3
votes

I am having an issue querying an field (title) using query string regex.

This works: "title:/test/"
This does not : "title:/^test$/"

However they mention it is supported https://www.elastic.co/guide/en/elasticsearch/reference/current/query-dsl-regexp-query.html#regexp-syntax

My goal it to do exact match, but this match should not be partial, it should match the whole field value.

Does anybody have an idea what might be wrong here?

2
I think for exact matching you can use the default Match Querystevenll

2 Answers

4
votes

From the documentation

The Lucene regular expression engine is not Perl-compatible but supports a smaller range of operators.

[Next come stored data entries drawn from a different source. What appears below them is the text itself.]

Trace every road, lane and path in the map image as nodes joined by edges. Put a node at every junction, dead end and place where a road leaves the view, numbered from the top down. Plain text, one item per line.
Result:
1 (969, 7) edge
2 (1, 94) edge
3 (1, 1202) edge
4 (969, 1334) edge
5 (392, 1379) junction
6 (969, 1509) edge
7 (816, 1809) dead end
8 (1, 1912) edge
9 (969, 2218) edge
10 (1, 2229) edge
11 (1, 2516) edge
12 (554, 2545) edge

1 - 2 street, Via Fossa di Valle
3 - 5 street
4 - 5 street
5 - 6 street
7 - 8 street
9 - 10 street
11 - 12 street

You are using anchors ^ and $, which are not supported because there is no need for that, again from the docs

Lucene’s patterns are always anchored. The pattern provided must match the entire string

If you are looking for the phrase query kind of match you could use double quotes like this

{
  "query": {
    "query_string": {
      "default_field": "title",
      "query": "\"test phrase\""

    }
  }
}

but this would also match documents with title like test phrase someword

If you want exact match, you should look for term queries, make your title field mapping "index" : "not_analyzed" or you could use keyword analyzer with lowercase filter for case insensitive match. Your query would look like this

{
  "query": {
    "term": {
      "title": {
        "value": "my title"
      }
    }
  }
}

This will give you exact match

3
votes

Usually in Regex the ^ and $ symbols are used to indicate that the text is should be located at the start/end of the string. This is called anchoring. Lucene regex patterns are anchored by default.

So the pattern "test" with Elasticsearch is the equivalent of "^test$" in say Java.

You have to work to "unanchor" your pattern, for example by using "te.*" to match "test", "testing" and "teeth". Because the pattern "test" would only match "test".

Note that this requires that the field is not analyzed and also note that it has terrible performance. For exact match use a term filter as described in the answer by ChintanShah25.